Saved entries
————————

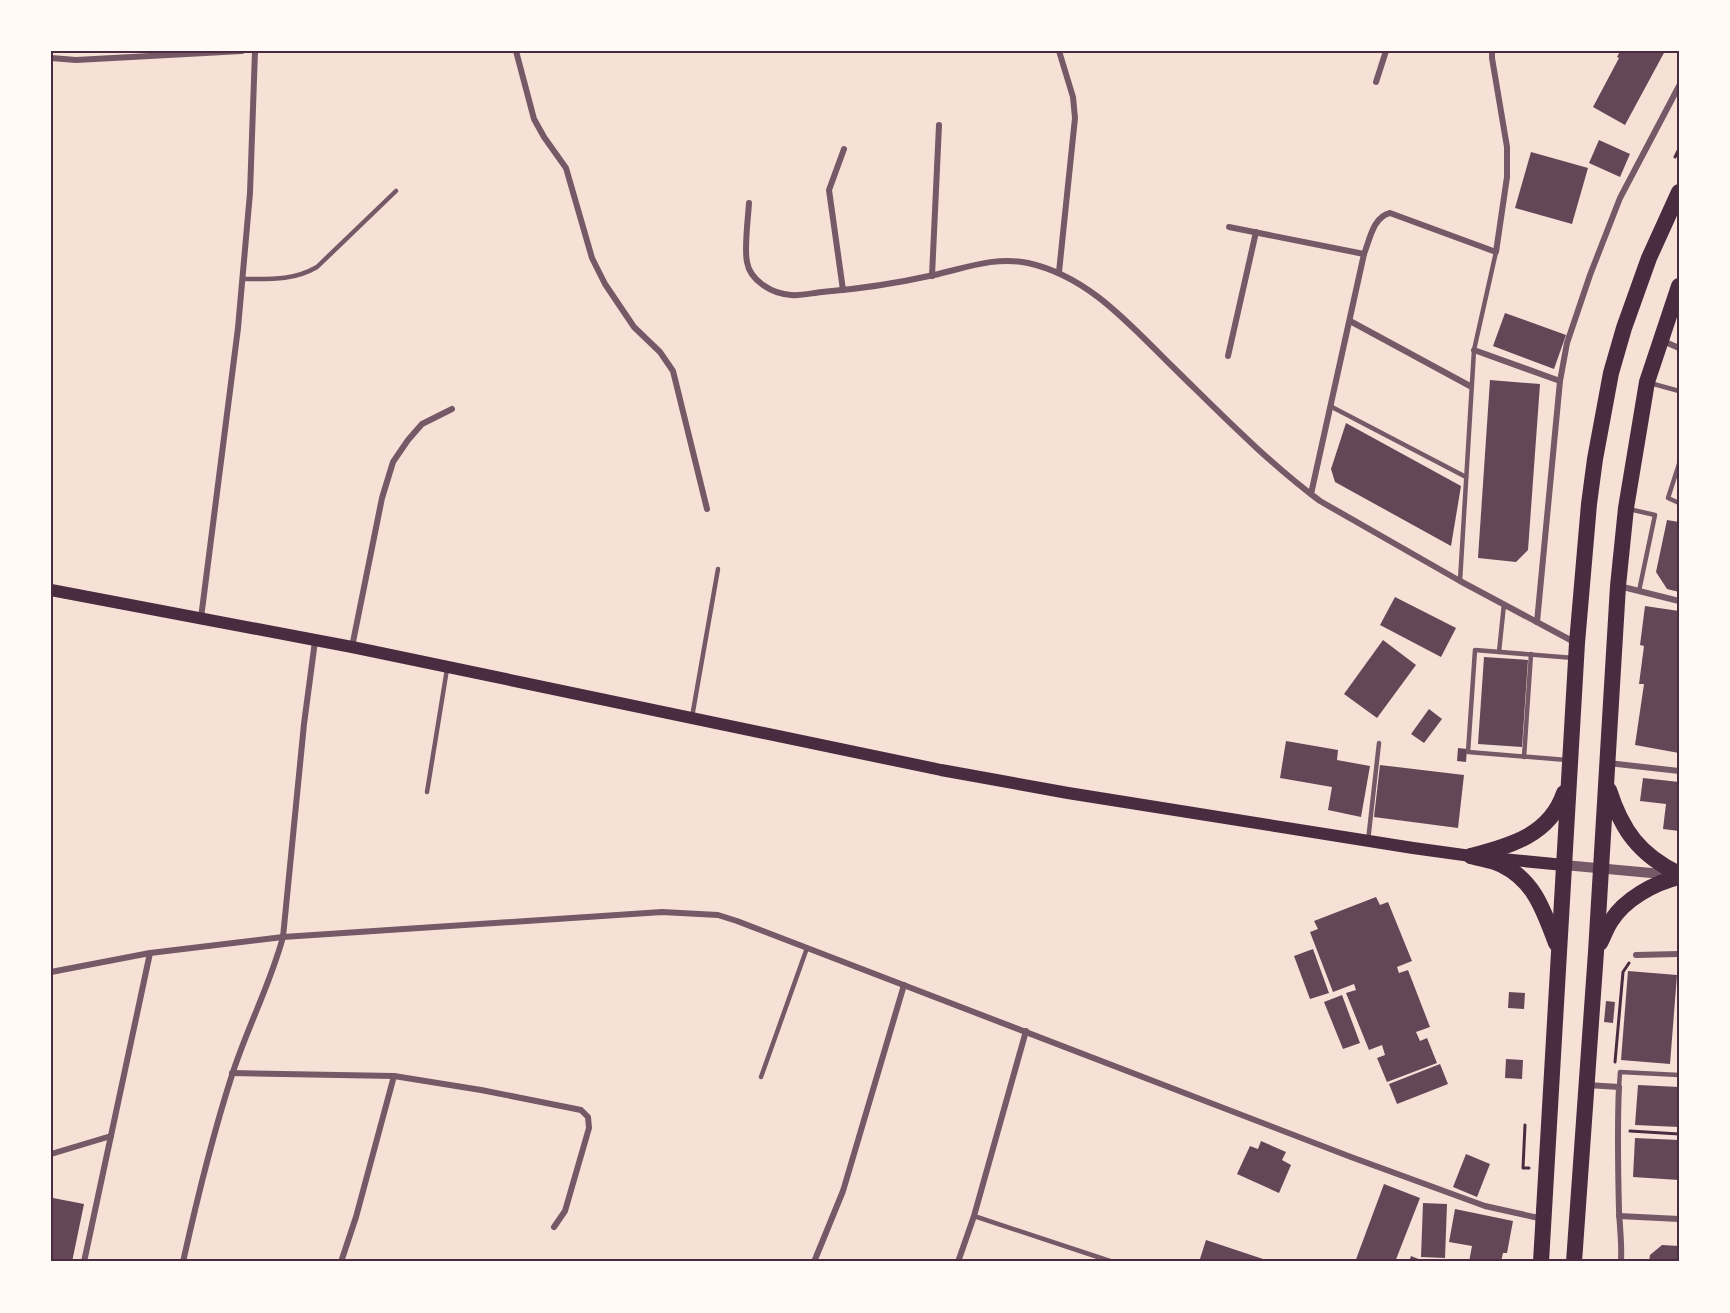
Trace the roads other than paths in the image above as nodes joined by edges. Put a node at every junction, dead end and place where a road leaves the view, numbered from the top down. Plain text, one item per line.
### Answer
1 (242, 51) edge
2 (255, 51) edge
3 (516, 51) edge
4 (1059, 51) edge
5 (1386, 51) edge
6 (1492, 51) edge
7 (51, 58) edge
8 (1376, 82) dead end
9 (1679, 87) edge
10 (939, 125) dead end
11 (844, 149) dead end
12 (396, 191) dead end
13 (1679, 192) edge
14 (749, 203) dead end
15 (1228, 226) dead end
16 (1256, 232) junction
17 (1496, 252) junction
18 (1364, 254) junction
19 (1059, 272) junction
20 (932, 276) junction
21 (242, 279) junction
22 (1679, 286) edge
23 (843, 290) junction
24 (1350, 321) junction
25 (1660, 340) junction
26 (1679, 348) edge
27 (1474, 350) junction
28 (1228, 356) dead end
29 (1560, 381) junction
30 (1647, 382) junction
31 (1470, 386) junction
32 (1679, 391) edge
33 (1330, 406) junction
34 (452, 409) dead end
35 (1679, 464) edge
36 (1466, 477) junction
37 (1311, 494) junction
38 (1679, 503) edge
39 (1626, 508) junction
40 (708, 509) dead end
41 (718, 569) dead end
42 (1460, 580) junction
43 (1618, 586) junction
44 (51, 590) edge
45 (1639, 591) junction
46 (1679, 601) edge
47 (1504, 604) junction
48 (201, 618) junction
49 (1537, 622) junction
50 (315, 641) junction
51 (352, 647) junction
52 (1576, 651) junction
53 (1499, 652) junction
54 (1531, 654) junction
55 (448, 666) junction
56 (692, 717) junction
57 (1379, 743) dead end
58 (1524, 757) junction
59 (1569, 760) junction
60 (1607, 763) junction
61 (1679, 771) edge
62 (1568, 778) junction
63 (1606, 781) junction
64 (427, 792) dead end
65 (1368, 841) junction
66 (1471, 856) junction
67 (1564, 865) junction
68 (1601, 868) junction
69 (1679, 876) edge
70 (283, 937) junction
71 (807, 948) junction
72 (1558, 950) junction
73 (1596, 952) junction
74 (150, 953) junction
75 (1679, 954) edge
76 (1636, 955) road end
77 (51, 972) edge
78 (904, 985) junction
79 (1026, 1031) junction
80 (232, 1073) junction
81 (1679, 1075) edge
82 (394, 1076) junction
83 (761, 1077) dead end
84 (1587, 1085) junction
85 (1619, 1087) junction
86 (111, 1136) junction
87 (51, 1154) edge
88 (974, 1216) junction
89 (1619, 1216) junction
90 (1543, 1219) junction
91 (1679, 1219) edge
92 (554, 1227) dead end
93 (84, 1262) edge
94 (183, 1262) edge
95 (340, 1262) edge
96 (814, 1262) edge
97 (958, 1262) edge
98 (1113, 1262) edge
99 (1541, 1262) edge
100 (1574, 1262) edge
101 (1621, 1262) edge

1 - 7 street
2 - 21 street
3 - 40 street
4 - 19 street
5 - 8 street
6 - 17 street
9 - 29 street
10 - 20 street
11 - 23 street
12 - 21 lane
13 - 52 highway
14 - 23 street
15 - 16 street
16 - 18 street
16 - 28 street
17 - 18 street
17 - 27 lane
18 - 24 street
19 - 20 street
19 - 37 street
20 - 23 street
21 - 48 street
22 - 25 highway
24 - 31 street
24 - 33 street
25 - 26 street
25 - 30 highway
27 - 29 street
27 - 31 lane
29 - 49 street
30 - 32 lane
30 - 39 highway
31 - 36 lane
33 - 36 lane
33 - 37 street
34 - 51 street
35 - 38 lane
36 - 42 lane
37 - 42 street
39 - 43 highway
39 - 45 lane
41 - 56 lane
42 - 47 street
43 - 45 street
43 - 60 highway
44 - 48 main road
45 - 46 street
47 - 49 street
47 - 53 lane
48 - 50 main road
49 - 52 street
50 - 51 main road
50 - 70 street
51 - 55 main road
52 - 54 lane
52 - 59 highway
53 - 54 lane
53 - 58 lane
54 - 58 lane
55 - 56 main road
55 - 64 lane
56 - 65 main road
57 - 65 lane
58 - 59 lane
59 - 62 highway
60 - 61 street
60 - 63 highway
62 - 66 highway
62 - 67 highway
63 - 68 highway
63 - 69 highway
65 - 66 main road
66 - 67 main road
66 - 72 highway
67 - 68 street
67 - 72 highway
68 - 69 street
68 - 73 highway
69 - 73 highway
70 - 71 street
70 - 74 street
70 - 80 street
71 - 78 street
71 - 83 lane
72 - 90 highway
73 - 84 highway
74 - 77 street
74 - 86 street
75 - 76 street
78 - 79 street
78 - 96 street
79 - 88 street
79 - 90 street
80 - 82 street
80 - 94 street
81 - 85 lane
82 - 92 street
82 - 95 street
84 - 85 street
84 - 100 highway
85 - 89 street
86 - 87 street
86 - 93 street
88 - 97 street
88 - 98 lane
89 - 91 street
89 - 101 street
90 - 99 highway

————————

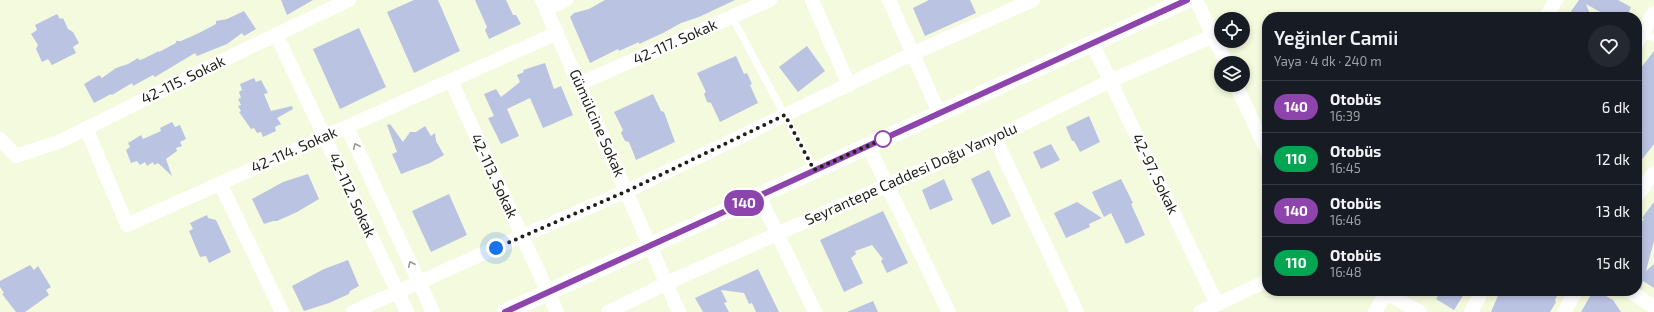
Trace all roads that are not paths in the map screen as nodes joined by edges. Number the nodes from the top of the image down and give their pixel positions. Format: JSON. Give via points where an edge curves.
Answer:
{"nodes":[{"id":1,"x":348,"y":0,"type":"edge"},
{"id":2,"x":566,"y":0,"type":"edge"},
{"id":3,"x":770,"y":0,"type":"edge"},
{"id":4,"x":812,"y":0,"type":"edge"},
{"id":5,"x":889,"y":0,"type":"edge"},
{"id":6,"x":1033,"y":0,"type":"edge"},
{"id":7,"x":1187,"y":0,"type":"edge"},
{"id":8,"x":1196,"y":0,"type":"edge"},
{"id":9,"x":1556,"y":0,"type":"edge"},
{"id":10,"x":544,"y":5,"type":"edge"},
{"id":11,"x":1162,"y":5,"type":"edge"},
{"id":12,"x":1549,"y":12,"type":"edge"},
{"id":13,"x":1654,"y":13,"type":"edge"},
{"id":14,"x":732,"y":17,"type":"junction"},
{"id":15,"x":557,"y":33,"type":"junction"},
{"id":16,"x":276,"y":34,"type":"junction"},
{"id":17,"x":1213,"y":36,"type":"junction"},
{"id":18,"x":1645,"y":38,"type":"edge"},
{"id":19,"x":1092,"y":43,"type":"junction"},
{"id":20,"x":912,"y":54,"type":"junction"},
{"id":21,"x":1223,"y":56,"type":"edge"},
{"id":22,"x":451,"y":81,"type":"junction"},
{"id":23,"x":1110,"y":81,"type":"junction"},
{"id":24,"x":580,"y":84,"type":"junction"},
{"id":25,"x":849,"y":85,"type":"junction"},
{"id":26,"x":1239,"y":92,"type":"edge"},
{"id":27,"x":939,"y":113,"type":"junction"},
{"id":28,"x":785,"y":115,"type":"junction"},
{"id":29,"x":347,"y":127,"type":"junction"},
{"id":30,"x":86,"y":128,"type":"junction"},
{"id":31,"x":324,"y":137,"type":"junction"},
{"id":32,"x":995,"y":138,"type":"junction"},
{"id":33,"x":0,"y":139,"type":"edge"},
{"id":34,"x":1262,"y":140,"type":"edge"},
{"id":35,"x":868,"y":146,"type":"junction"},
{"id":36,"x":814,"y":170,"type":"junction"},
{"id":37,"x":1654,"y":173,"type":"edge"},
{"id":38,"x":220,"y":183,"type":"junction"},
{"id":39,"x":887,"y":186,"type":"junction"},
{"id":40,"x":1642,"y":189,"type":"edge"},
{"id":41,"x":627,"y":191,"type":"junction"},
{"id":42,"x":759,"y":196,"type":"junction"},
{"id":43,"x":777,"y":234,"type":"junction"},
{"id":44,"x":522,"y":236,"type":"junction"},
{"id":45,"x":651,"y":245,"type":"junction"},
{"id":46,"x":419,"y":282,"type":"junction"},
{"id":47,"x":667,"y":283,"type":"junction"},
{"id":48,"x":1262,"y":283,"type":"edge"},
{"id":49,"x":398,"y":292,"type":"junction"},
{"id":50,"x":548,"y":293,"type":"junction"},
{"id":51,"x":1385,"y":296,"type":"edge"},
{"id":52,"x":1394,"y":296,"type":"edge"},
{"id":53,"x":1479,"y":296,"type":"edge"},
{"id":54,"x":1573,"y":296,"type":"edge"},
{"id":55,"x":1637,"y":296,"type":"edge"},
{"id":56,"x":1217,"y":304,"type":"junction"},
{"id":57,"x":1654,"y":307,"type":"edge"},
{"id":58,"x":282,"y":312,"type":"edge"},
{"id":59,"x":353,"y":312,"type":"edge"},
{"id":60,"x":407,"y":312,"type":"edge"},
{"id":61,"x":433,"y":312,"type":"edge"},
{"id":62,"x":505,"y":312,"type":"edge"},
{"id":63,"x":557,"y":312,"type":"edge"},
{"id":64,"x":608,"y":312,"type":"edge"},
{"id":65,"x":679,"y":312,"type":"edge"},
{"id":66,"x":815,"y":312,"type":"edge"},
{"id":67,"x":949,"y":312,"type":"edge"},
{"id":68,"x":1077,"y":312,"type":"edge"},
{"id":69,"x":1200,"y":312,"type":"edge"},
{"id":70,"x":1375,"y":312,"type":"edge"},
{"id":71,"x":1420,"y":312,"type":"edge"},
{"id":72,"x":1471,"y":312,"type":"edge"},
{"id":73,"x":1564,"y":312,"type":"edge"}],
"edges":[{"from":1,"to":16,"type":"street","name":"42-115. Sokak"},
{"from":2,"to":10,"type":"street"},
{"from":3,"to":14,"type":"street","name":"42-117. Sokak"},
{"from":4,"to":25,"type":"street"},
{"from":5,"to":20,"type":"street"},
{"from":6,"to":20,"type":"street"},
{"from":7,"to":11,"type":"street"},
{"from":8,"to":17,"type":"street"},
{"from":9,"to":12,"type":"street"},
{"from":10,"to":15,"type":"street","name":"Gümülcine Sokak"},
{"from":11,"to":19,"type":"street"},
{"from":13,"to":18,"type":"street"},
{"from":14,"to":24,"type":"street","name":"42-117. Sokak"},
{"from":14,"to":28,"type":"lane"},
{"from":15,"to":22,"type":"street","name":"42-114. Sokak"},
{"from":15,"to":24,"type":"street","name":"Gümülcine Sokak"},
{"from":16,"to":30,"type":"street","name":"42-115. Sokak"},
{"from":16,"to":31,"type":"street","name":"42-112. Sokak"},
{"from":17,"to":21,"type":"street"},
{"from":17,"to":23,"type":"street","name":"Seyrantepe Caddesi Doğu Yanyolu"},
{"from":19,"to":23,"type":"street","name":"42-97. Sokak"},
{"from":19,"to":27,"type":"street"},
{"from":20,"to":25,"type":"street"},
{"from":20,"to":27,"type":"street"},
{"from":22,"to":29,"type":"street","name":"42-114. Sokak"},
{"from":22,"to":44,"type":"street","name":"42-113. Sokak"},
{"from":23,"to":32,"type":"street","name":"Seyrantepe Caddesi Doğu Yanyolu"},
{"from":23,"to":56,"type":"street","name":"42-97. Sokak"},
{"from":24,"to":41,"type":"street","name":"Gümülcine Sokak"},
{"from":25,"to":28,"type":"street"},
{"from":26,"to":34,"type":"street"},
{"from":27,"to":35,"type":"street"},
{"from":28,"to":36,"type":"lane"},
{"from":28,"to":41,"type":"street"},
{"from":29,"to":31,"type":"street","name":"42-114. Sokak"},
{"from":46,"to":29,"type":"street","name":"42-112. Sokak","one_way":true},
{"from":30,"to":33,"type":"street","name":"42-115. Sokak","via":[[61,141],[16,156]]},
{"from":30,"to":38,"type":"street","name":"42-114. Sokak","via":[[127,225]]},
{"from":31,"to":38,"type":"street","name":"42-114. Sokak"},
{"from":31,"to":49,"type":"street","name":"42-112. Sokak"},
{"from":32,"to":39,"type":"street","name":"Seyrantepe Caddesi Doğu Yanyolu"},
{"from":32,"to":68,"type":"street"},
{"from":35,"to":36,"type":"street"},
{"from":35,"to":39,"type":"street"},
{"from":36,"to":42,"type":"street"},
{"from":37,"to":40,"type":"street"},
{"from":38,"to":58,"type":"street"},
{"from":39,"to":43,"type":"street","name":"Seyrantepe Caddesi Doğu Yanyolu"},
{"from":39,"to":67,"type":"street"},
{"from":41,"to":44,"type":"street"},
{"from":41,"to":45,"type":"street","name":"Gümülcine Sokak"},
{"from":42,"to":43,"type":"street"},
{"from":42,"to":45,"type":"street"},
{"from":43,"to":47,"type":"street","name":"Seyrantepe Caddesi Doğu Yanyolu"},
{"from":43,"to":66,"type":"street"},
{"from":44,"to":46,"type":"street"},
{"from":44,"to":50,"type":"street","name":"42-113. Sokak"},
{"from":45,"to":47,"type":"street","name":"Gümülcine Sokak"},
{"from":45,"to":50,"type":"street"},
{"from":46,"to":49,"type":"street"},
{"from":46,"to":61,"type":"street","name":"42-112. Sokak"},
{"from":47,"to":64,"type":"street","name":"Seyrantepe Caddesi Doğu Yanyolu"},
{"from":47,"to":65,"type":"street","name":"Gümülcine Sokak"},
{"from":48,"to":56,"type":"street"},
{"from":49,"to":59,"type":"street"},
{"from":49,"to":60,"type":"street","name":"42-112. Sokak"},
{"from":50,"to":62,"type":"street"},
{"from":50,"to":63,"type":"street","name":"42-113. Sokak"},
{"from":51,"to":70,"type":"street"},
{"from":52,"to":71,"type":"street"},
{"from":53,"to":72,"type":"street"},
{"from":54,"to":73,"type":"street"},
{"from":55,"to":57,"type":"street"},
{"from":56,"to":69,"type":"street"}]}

————————

A count is needed of the lines above that hold the word "joined"; give that count and no other text.

2